Burnham, 80, and Reinecke, 57, show the two sides of the divide about the issue in this town where shipbuilders and lobstermen live among artists, shop owners and tourists.
In 2009, the last time Mainers voted on gay marriage, 565 residents of Boothbay Harbor voted to support it and 563 opposed it.
It was one of the closest margins in the state in the referendum that overturned a law to allow gay marriage. Supporters of gay marriage won only four counties -- Cumberland, Hancock, Knox and York -- and lost 12 others, including Lincoln County, home to Boothbay Harbor.
Mainers will vote on the issue again Nov. 6, when they will decide on a proposal to make it legal for gay and lesbian couples to marry.
As he leaned against a mailbox last week while working as the town's parking enforcement supervisor, Burnham, a former selectman and grocery store owner, said he expects the vote to be close again in Boothbay Harbor.
"I'm from the old school," he said. "I believe in men and women, husband and wife. I know it's a big issue today."
Reinecke, who works at the Bigelow Laboratory for Ocean Sciences, said she senses a change in town. She noticed it last fall, when she spotted a woman at a table gathering signatures on a petition in support of gay marriage.
"I was impressed at how much traffic was going her way," she said as she shopped at Boothbay Region Greenhouses. "In 2009, there seemed to be more fear, perhaps; but I don't sense that now and I don't know what they were afraid of.

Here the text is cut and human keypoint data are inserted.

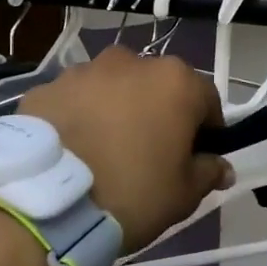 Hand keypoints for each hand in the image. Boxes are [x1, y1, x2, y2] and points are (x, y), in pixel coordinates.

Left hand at [17, 46, 232, 250]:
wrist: (47, 203)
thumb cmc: (131, 194)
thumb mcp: (183, 194)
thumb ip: (208, 172)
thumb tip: (221, 166)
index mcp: (174, 81)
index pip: (207, 101)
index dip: (207, 131)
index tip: (196, 158)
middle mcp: (130, 62)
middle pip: (156, 87)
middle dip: (158, 114)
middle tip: (148, 154)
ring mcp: (82, 71)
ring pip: (112, 90)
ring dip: (116, 111)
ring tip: (103, 152)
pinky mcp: (44, 88)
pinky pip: (73, 101)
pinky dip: (78, 118)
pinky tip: (72, 151)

People are afraid of change."
As both sides of the campaign ramp up for Election Day, just five weeks from Tuesday, the 53 percent-to-47 percent spread from 2009 continues to inform their strategy.
Matt Hutson, campaign director for Protect Marriage Maine, the lead opponent of gay marriage, has lined the walls of his office with chart after chart showing the vote totals from 2009. He knows where the vote against gay marriage was strong -- 73 percent in Aroostook County and 66 percent in Somerset County -- and where it was not.
Gay marriage was approved with 60 percent support in Cumberland County, where 73 percent of Portland voters backed it.
Carroll Conley of Protect Marriage Maine said the opponents are looking at trends in voting patterns not just from 2009, but from the presidential election in 2008 and the governor's race in 2010. They think they can do at least as well, if not better, in places such as Penobscot County, where they won with 59 percent support in 2009.
"Those numbers are very much on our minds," he said. "We're very encouraged by what we're seeing in those campaigns."
Conley, who was not involved in the 2009 campaign, said he was surprised to see how close the vote was in York County, where just 145 votes separated "yes" and "no."
Gay-marriage advocates won in York County that year, just barely.
They say there are two big differences between 2009 and this year. This is a presidential election year, while 2009 featured only referendum questions on the statewide ballot, so turnout is expected to be considerably higher than the 58 percent who voted three years ago.
David Farmer, spokesman for Mainers United for Marriage, said turnout could go as high as 75 percent.